WHAT THE TASK ASKS: From first line to last, the records below are to be duplicated exactly.

DATASET:
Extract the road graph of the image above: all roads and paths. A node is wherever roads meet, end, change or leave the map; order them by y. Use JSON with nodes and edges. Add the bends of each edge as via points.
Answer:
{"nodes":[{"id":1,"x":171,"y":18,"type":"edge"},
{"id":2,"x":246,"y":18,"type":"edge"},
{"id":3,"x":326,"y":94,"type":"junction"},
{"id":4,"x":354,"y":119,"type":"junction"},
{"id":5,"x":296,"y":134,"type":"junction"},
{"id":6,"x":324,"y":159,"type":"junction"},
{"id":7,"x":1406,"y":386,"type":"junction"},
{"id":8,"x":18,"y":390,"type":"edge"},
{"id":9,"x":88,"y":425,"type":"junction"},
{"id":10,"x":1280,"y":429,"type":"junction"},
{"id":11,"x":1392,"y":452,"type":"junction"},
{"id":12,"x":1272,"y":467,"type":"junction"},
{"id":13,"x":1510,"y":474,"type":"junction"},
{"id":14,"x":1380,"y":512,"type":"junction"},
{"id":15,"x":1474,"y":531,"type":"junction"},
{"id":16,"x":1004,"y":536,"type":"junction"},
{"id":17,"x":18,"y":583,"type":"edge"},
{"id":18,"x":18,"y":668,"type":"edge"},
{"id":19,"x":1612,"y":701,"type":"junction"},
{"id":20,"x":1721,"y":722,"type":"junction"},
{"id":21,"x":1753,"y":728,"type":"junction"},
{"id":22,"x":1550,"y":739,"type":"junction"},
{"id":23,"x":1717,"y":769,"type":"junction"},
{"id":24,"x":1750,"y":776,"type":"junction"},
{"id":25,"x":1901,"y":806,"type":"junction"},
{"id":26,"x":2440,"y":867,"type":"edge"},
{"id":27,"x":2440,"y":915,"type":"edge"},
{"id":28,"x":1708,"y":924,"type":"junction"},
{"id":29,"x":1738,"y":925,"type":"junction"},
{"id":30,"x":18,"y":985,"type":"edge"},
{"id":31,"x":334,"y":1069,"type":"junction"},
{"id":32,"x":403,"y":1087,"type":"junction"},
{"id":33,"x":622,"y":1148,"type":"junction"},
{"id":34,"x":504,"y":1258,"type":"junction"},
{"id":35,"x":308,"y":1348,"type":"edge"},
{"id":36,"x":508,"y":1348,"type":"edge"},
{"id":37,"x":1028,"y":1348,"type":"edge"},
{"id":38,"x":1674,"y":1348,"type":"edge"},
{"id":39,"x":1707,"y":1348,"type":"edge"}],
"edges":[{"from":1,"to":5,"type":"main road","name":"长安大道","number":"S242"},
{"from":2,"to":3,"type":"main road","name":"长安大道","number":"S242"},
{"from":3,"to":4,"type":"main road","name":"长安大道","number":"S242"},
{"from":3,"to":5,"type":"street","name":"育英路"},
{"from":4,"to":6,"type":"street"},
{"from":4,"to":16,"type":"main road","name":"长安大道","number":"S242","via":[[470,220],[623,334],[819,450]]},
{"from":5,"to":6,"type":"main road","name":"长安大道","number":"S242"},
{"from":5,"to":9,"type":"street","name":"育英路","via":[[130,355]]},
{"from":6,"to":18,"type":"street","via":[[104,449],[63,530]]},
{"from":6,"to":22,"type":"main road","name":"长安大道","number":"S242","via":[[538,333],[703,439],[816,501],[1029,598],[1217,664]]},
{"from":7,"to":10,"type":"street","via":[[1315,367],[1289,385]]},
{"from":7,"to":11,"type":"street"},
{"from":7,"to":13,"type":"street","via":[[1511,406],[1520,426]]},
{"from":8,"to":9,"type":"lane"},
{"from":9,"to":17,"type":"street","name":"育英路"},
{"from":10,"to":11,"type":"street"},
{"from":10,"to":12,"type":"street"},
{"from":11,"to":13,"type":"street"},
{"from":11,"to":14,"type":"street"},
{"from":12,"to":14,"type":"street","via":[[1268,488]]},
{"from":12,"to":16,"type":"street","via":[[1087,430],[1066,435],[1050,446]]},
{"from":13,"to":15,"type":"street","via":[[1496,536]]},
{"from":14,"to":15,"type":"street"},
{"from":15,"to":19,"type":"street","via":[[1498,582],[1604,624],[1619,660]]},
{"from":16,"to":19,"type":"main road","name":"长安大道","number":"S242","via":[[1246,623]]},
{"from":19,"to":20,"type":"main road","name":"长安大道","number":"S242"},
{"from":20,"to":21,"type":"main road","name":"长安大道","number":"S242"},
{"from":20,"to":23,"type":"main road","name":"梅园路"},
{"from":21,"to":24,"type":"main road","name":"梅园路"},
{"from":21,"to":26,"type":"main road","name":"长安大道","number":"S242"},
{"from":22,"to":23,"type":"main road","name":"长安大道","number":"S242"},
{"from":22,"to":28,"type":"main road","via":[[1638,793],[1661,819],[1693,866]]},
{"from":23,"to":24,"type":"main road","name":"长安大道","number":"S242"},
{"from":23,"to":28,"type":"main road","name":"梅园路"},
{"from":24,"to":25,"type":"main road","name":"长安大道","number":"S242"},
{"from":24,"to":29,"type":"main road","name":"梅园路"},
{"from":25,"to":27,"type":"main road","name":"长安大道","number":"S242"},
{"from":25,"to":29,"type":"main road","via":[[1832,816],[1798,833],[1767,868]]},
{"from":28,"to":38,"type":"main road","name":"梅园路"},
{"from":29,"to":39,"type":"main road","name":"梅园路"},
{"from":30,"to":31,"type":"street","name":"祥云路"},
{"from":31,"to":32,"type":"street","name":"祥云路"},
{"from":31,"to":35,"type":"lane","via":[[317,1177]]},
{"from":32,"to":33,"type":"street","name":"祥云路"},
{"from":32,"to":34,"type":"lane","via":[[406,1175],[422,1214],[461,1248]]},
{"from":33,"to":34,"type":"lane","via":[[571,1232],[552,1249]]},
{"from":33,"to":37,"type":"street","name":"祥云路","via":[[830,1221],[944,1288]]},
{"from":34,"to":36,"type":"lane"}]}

TASK RESULT:
Extract the road graph of the image above: all roads and paths. A node is wherever roads meet, end, change or leave the map; order them by y. Use JSON with nodes and edges. Add the bends of each edge as via points.
Answer:
{"nodes":[{"id":1,"x":171,"y":18,"type":"edge"},
{"id":2,"x":246,"y":18,"type":"edge"},
{"id":3,"x":326,"y":94,"type":"junction"},
{"id":4,"x":354,"y":119,"type":"junction"},
{"id":5,"x":296,"y":134,"type":"junction"},
{"id":6,"x":324,"y":159,"type":"junction"},
{"id":7,"x":1406,"y":386,"type":"junction"},
{"id":8,"x":18,"y":390,"type":"edge"},
{"id":9,"x":88,"y":425,"type":"junction"},
{"id":10,"x":1280,"y":429,"type":"junction"},
{"id":11,"x":1392,"y":452,"type":"junction"},
{"id":12,"x":1272,"y":467,"type":"junction"},
{"id":13,"x":1510,"y":474,"type":"junction"},
{"id":14,"x":1380,"y":512,"type":"junction"},
{"id":15,"x":1474,"y":531,"type":"junction"},
{"id":16,"x":1004,"y":536,"type":"junction"},
{"id":17,"x":18,"y":583,"type":"edge"},
{"id":18,"x":18,"y":668,"type":"edge"},
{"id":19,"x":1612,"y":701,"type":"junction"},
{"id":20,"x":1721,"y":722,"type":"junction"},
{"id":21,"x":1753,"y":728,"type":"junction"},
{"id":22,"x":1550,"y":739,"type":"junction"},
{"id":23,"x":1717,"y":769,"type":"junction"},
{"id":24,"x":1750,"y":776,"type":"junction"},
{"id":25,"x":1901,"y":806,"type":"junction"},
{"id":26,"x":2440,"y":867,"type":"edge"},
{"id":27,"x":2440,"y":915,"type":"edge"},
{"id":28,"x":1708,"y":924,"type":"junction"},
{"id":29,"x":1738,"y":925,"type":"junction"},
{"id":30,"x":18,"y":985,"type":"edge"},
{"id":31,"x":334,"y":1069,"type":"junction"},
{"id":32,"x":403,"y":1087,"type":"junction"},
{"id":33,"x":622,"y":1148,"type":"junction"},
{"id":34,"x":504,"y":1258,"type":"junction"},
{"id":35,"x":308,"y":1348,"type":"edge"},
{"id":36,"x":508,"y":1348,"type":"edge"},
{"id":37,"x":1028,"y":1348,"type":"edge"},
{"id":38,"x":1674,"y":1348,"type":"edge"},
{"id":39,"x":1707,"y":1348,"type":"edge"}],
"edges":[{"from":1,"to":5,"type":"main road","name":"长安大道","number":"S242"},
{"from":2,"to":3,"type":"main road","name":"长安大道","number":"S242"},
{"from":3,"to":4,"type":"main road","name":"长安大道","number":"S242"},
{"from":3,"to":5,"type":"street","name":"育英路"},
{"from":4,"to":6,"type":"street"},
{"from":4,"to":16,"type":"main road","name":"长安大道","number":"S242","via":[[470,220],[623,334],[819,450]]},
{"from":5,"to":6,"type":"main road","name":"长安大道","number":"S242"},
{"from":5,"to":9,"type":"street","name":"育英路","via":[[130,355]]},
{"from":6,"to":18,"type":"street","via":[[104,449],[63,530]]},
{"from":6,"to":22,"type":"main road","name":"长安大道","number":"S242","via":[[538,333],[703,439],[816,501],[1029,598],[1217,664]]},
{"from":7,"to":10,"type":"street","via":[[1315,367],[1289,385]]},
{"from":7,"to":11,"type":"street"},
{"from":7,"to":13,"type":"street","via":[[1511,406],[1520,426]]},
{"from":8,"to":9,"type":"lane"},
{"from":9,"to":17,"type":"street","name":"育英路"},
{"from":10,"to":11,"type":"street"},
{"from":10,"to":12,"type":"street"},
{"from":11,"to":13,"type":"street"},
{"from":11,"to":14,"type":"street"},
{"from":12,"to":14,"type":"street","via":[[1268,488]]},
{"from":12,"to":16,"type":"street","via":[[1087,430],[1066,435],[1050,446]]},
{"from":13,"to":15,"type":"street","via":[[1496,536]]},
{"from":14,"to":15,"type":"street"},
{"from":15,"to":19,"type":"street","via":[[1498,582],[1604,624],[1619,660]]},
{"from":16,"to":19,"type":"main road","name":"长安大道","number":"S242","via":[[1246,623]]},
{"from":19,"to":20,"type":"main road","name":"长安大道","number":"S242"},
{"from":20,"to":21,"type":"main road","name":"长安大道","number":"S242"},
{"from":20,"to":23,"type":"main road","name":"梅园路"},
{"from":21,"to":24,"type":"main road","name":"梅园路"},
{"from":21,"to":26,"type":"main road","name":"长安大道","number":"S242"},
{"from":22,"to":23,"type":"main road","name":"长安大道","number":"S242"},
{"from":22,"to":28,"type":"main road","via":[[1638,793],[1661,819],[1693,866]]},
{"from":23,"to":24,"type":"main road","name":"长安大道","number":"S242"},
{"from":23,"to":28,"type":"main road","name":"梅园路"},
{"from":24,"to":25,"type":"main road","name":"长安大道","number":"S242"},
{"from":24,"to":29,"type":"main road","name":"梅园路"},
{"from":25,"to":27,"type":"main road","name":"长安大道","number":"S242"},
{"from":25,"to":29,"type":"main road","via":[[1832,816],[1798,833],[1767,868]]},
{"from":28,"to":38,"type":"main road","name":"梅园路"},
{"from":29,"to":39,"type":"main road","name":"梅园路"},
{"from":30,"to":31,"type":"street","name":"祥云路"},
{"from":31,"to":32,"type":"street","name":"祥云路"},
{"from":31,"to":35,"type":"lane","via":[[317,1177]]},
{"from":32,"to":33,"type":"street","name":"祥云路"},
{"from":32,"to":34,"type":"lane","via":[[406,1175],[422,1214],[461,1248]]},
{"from":33,"to":34,"type":"lane","via":[[571,1232],[552,1249]]},
{"from":33,"to":37,"type":"street","name":"祥云路","via":[[830,1221],[944,1288]]},
{"from":34,"to":36,"type":"lane"}]}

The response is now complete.